_Task goal_
Pull every line with "roads" from the data below and copy it.

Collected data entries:
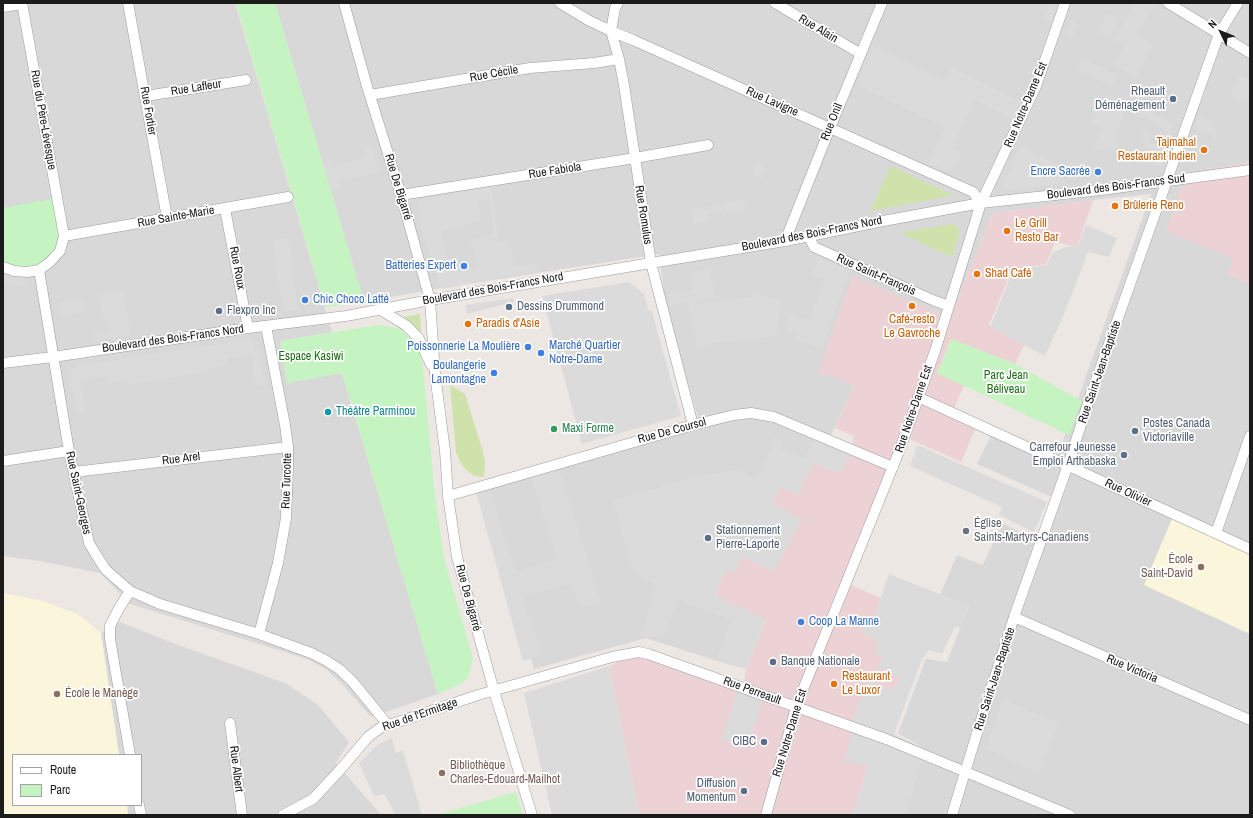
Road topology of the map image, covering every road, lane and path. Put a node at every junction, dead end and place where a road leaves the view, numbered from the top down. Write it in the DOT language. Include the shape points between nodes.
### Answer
graph roads {
  1 [pos="22,3"];
  2 [pos="128,3"];
  3 [pos="344,3"];
  4 [pos="560,3"];
  5 [pos="618,3"];
  6 [pos="775,3"];
  7 [pos="882,3"];
  8 [pos="1064,3"];
  9 [pos="1168,3"];
  10 [pos="1238,3"];
  11 [pos="3,7"];
  12 [pos="611,31"];
  13 [pos="1219,34"];
  14 [pos="1250,52"];
  15 [pos="861,54"];
  16 [pos="619,59"];
  17 [pos="246,80"];
  18 [pos="370,95"];
  19 [pos="146,96"];
  20 [pos="830,128"];
  21 [pos="708,145"];
  22 [pos="634,158"];
  23 [pos="1250,170"];
  24 [pos="1167,182"];
  25 [pos="401,195"];
  26 [pos="288,197"];
  27 [pos="981,203"];
  28 [pos="225,209"];
  29 [pos="167,218"];
  30 [pos="64,236"];
  31 [pos="809,237"];
  32 [pos="785,241"];
  33 [pos="651,263"];
  34 [pos="3,267"];
  35 [pos="39,270"];
  36 [pos="430,300"];
  37 [pos="949,306"];
  38 [pos="379,309"];
  39 [pos="266,326"];
  40 [pos="248,328"];
  41 [pos="53,357"];
  42 [pos="3,363"];
  43 [pos="435,374"];
  44 [pos="918,397"];
  45 [pos="693,424"];
  46 [pos="1250,436"];
  47 [pos="288,446"];
  48 [pos="70,451"];
  49 [pos="3,461"];
  50 [pos="1068,465"];
  51 [pos="893,467"];
  52 [pos="74,472"];
  53 [pos="448,496"];
  54 [pos="1216,533"];
  55 [pos="1250,549"];
  56 [pos="130,591"];
  57 [pos="1014,617"];
  58 [pos="259,634"];
  59 [pos="494,691"];
  60 [pos="796,707"];
  61 [pos="1250,720"];
  62 [pos="230,722"];
  63 [pos="388,725"];
  64 [pos="130,754"];
  65 [pos="965,771"];
  66 [pos="242,815"];
  67 [pos="283,815"];
  68 [pos="532,815"];
  69 [pos="766,815"];
  70 [pos="952,815"];
  71 [pos="1070,815"];
  1 -- 11 [label="street"];
  1 -- 30 [label="street, Rue du Père-Lévesque"];
  2 -- 19 [label="street, Rue Fortier"];
  3 -- 18 [label="street, Rue De Bigarré"];
  4 -- 12 [label="street, Rue Lavigne"];
  5 -- 12 [label="street, Rue Romulus"];
  6 -- 15 [label="street, Rue Alain"];
  7 -- 15 [label="street, Rue Onil"];
  8 -- 27 [label="street, Rue Notre-Dame Est" via="1036,86"];
  9 -- 13 [label="street"];
  10 -- 13 [label="street, Rue Saint-Jean-Baptiste"];
  12 -- 16 [label="street, Rue Romulus"];
  12 -- 20 [label="street, Rue Lavigne"];
  13 -- 14 [label="street"];
  13 -- 24 [label="street, Rue Saint-Jean-Baptiste"];
  15 -- 20 [label="street, Rue Onil"];
  16 -- 18 [label="street, Rue Cécile" via="530,68"];
  16 -- 22 [label="street, Rue Romulus"];
  17 -- 19 [label="street, Rue Lafleur"];
  18 -- 25 [label="street, Rue De Bigarré"];
  19 -- 29 [label="street, Rue Fortier"];
  20 -- 27 [label="street, Rue Lavigne" via="973,192"];
  20 -- 32 [label="street, Rue Onil"];
  21 -- 22 [label="street, Rue Fabiola"];
  22 -- 25 [label="street, Rue Fabiola"];
  22 -- 33 [label="street, Rue Romulus"];
  23 -- 24 [label="street, Boulevard des Bois-Francs Sud"];
  24 -- 27 [label="street, Boulevard des Bois-Francs Sud"];
  24 -- 50 [label="street, Rue Saint-Jean-Baptiste"];
  25 -- 36 [label="street, Rue De Bigarré"];
  26 -- 28 [label="street, Rue Sainte-Marie"];
  27 -- 31 [label="street, Boulevard des Bois-Francs Nord"];
  27 -- 37 [label="street, Rue Notre-Dame Est"];
  28 -- 29 [label="street, Rue Sainte-Marie"];
  28 -- 40 [label="street, Rue Roux"];
  29 -- 30 [label="street, Rue Sainte-Marie"];
  30 -- 35 [label="street" via="60,251"];
  31 -- 32 [label="street, Boulevard des Bois-Francs Nord"];
  31 -- 37 [label="street, Rue Saint-François" via="814,247"];
  32 -- 33 [label="street, Boulevard des Bois-Francs Nord"];
  33 -- 36 [label="street, Boulevard des Bois-Francs Nord"];
  33 -- 45 [label="street, Rue Romulus"];
  34 -- 35 [label="street" via="14,271"];
  35 -- 41 [label="street, Rue Saint-Georges"];
  36 -- 38 [label="street, Boulevard des Bois-Francs Nord"];
  36 -- 43 [label="street, Rue De Bigarré"];
  37 -- 44 [label="street, Rue Notre-Dame Est"];
  38 -- 39 [label="street, Boulevard des Bois-Francs Nord" via="346,316"];
  38 -- 43 [label="street, Rue De Bigarré" via="407,326 419,339"];
  39 -- 40 [label="street, Boulevard des Bois-Francs Nord"];
  39 -- 47 [label="street, Rue Turcotte"];
  40 -- 41 [label="street, Boulevard des Bois-Francs Nord"];
  41 -- 42 [label="street, Boulevard des Bois-Francs Nord"];
  41 -- 48 [label="street, Rue Saint-Georges"];
  43 -- 53 [label="street, Rue De Bigarré"];
  44 -- 50 [label="street, Rue Olivier"];
  44 -- 51 [label="street, Rue Notre-Dame Est"];
  45 -- 51 [label="street, Rue De Coursol" via="751,413 774,417"];
  45 -- 53 [label="street, Rue De Coursol"];
  46 -- 54 [label="street"];
  47 -- 52 [label="street, Rue Arel"];
  47 -- 58 [label="street, Rue Turcotte" via="286,518 275,576"];
  48 -- 49 [label="street"];
  48 -- 52 [label="street, Rue Saint-Georges"];
  50 -- 54 [label="street, Rue Olivier"];
  50 -- 57 [label="street, Rue Saint-Jean-Baptiste"];
  51 -- 60 [label="street, Rue Notre-Dame Est"];
  52 -- 56 [label="street, Rue Saint-Georges" via="89,543 106,570"];
  53 -- 59 [label="street, Rue De Bigarré" via="457,557"];
  54 -- 55 [label="street, Rue Olivier"];
  56 -- 58 [label="street, Rue Saint-Georges" via="160,604"];
  56 -- 64 [label="street" via="110,626"];
  57 -- 61 [label="street, Rue Victoria"];
  57 -- 65 [label="street, Rue Saint-Jean-Baptiste"];
  58 -- 63 [label="street, Rue Saint-Georges" via="311,653 339,669 361,690"];
  59 -- 60 [label="street, Rue Perreault" via="612,657 641,652"];
  59 -- 63 [label="street, Rue de l'Ermitage"];
  59 -- 68 [label="street, Rue De Bigarré"];
  60 -- 65 [label="street, Rue Perreault"];
  60 -- 69 [label="street, Rue Notre-Dame Est"];
  62 -- 66 [label="street, Rue Albert"];
  63 -- 67 [label="street, Rue de l'Ermitage" via="368,737 313,798"];
  65 -- 70 [label="street, Rue Saint-Jean-Baptiste"];
  65 -- 71 [label="street, Rue Perreault"];
}
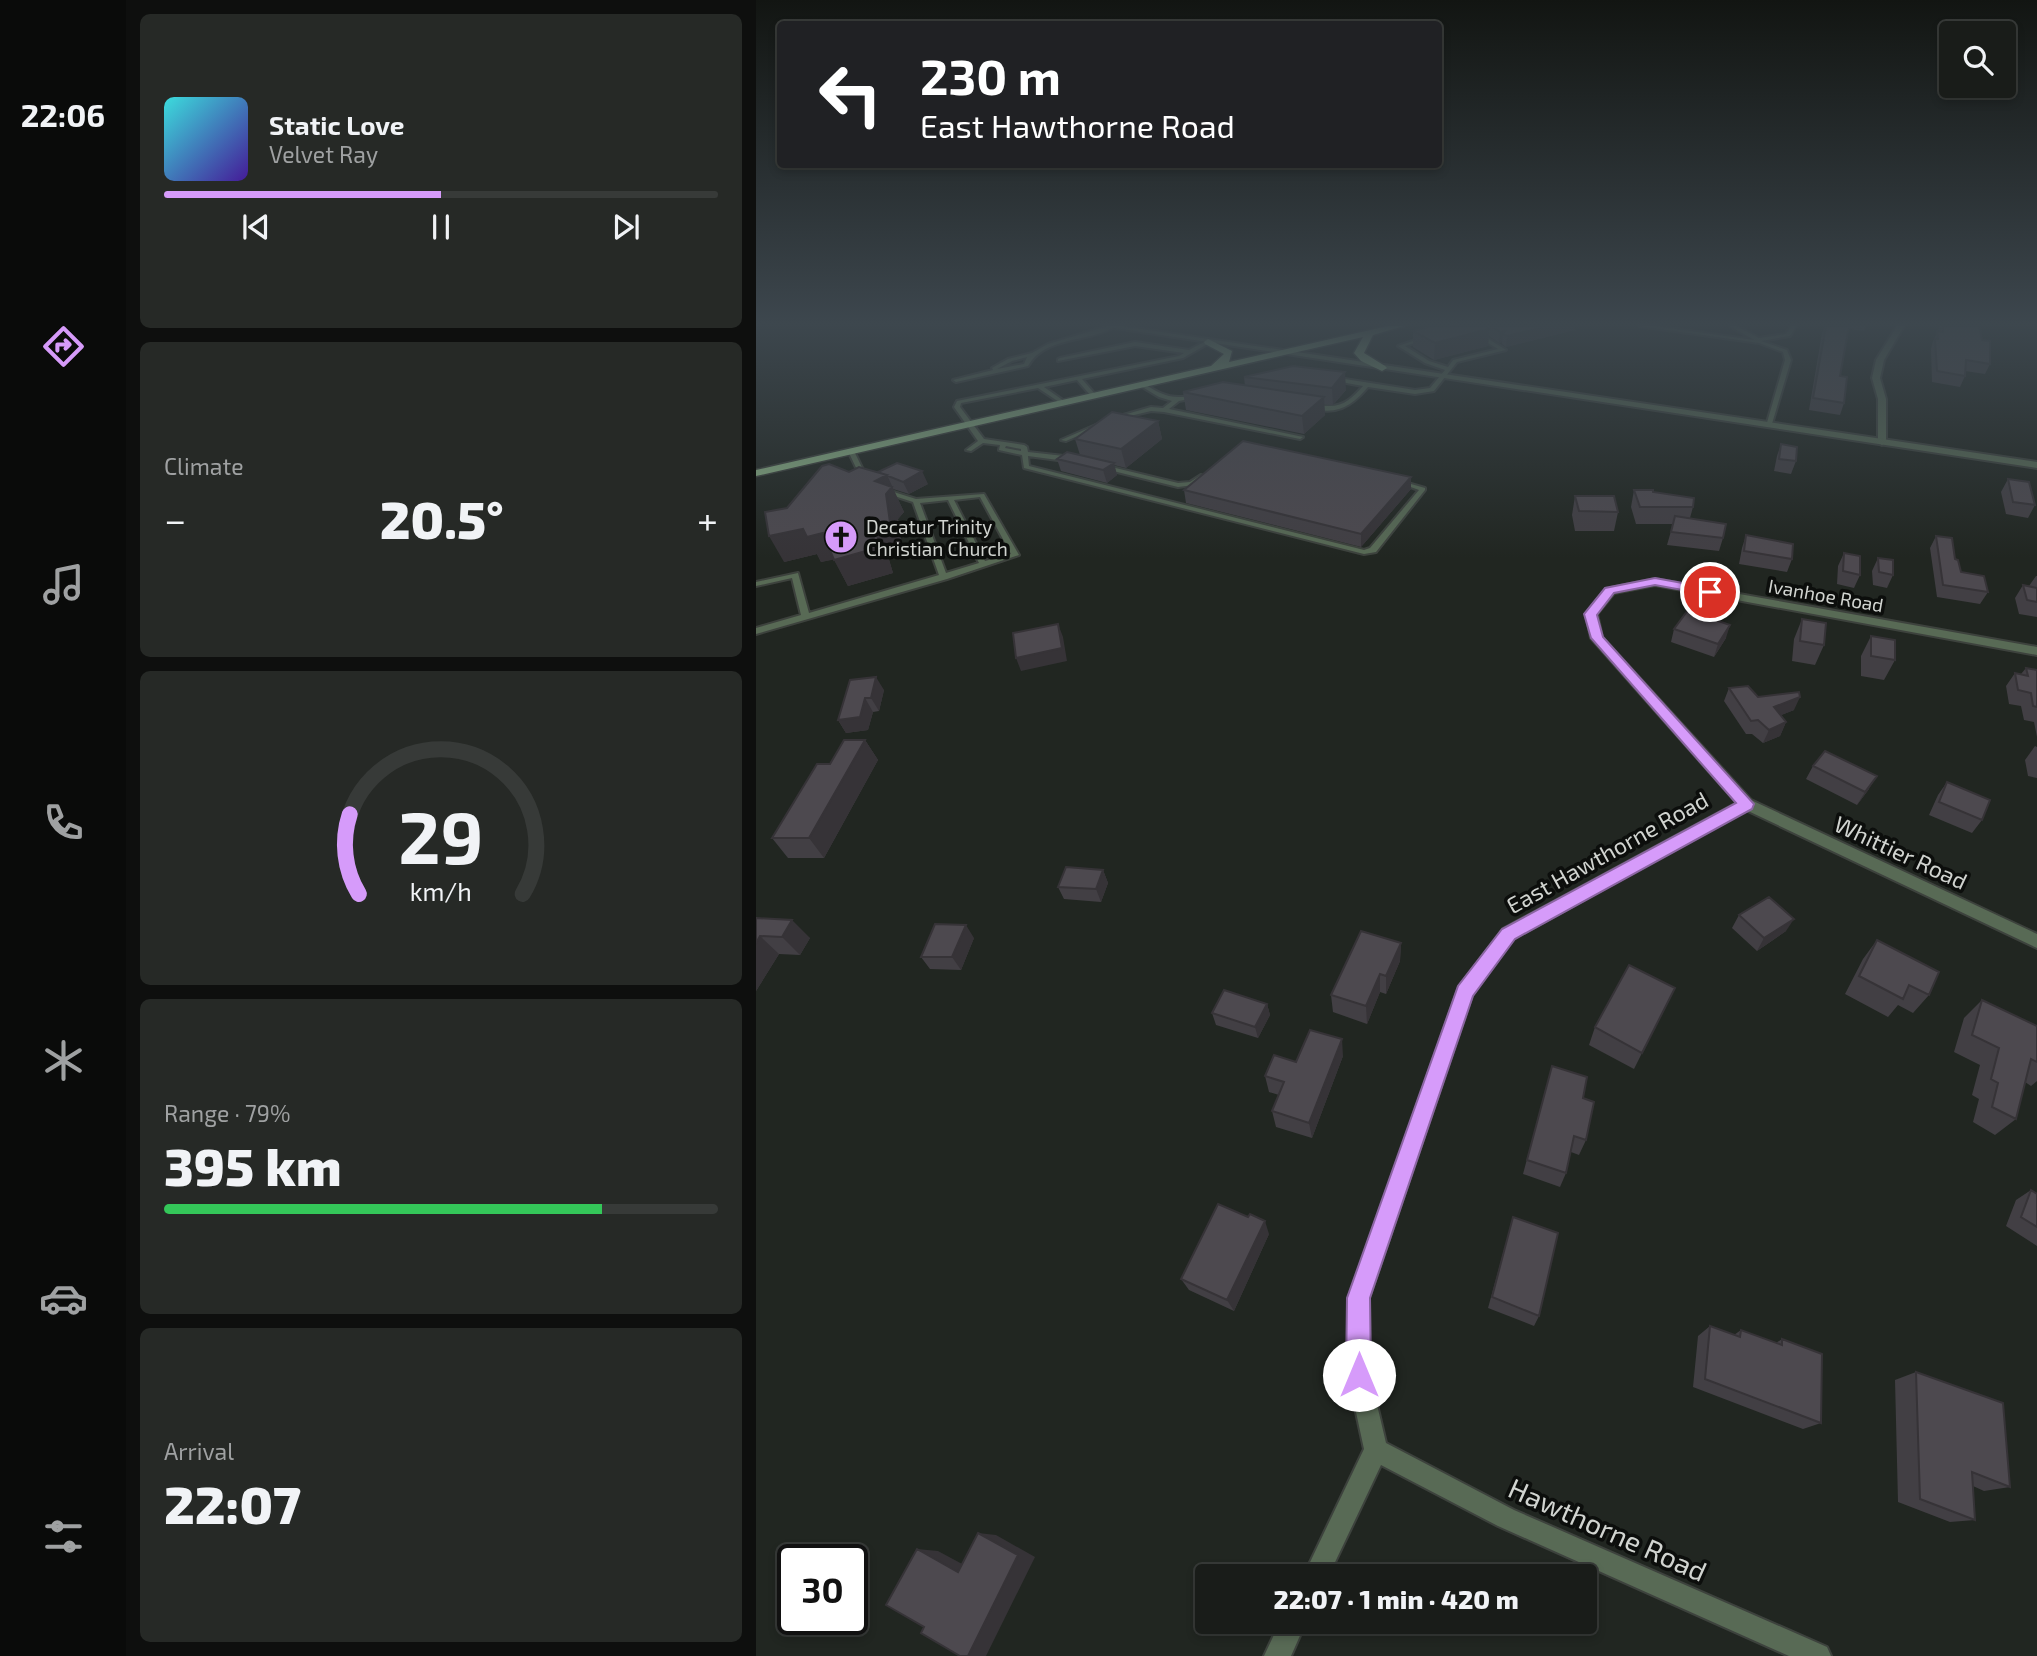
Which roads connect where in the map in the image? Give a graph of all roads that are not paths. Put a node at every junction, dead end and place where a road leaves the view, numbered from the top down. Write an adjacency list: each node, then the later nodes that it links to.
1 (958, 403): 10 (lane)
2 (1057, 403): 10 (main road)
3 (1173, 403): 9 (lane)
4 (1351, 403): 8 (lane)
5 (1618, 403): 11 (street)
6 (1775, 403): 11 (lane)
7 (1882, 403): 15 (street)
8 (1303, 406)
9 (1164, 410): 12 (lane); 13 (lane)
10 (970, 424): 14 (lane); 17 (main road)
11 (1769, 426): 15 (street)
12 (1300, 437)
13 (1065, 440)
14 (982, 441): 16 (lane); 18 (lane)
15 (1882, 442): 20 (street)
16 (969, 450)
17 (851, 451): 23 (main road); 25 (lane)
18 (1025, 453): 19 (lane); 24 (lane)
19 (1087, 463)
20 (2037, 466)
21 (1100, 467): 22 (lane)
22 (1210, 470)
23 (756, 473)
24 (1390, 479)
25 (868, 486)
26 (880, 489): 28 (lane)
27 (950, 498): 28 (lane); 29 (lane); 29 (lane)
28 (916, 501): 30 (lane)
29 (983, 564): 30 (lane)
30 (944, 577): 33 (lane)
31 (756, 584): 33 (lane)
32 (1609, 591): 35 (street, Ivanhoe Road); 36 (street, East Hawthorne Road)
33 (806, 617): 34 (lane)
34 (756, 631)
35 (2037, 651)
36 (1746, 804): 37 (street, Whittier Road); 38 (street, East Hawthorne Road)
37 (2037, 941)
38 (1376, 1450): 39 (street); 42 (street, Hawthorne Road)
39 (1321, 1564)
40 (1288, 1634): 41 (street)
41 (1278, 1656)
42 (1818, 1656)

_Answer below_
graph roads {
Which roads connect where in the map in the image? Give a graph of all roads that are not paths. Put a node at every junction, dead end and place where a road leaves the view, numbered from the top down. Write an adjacency list: each node, then the later nodes that it links to.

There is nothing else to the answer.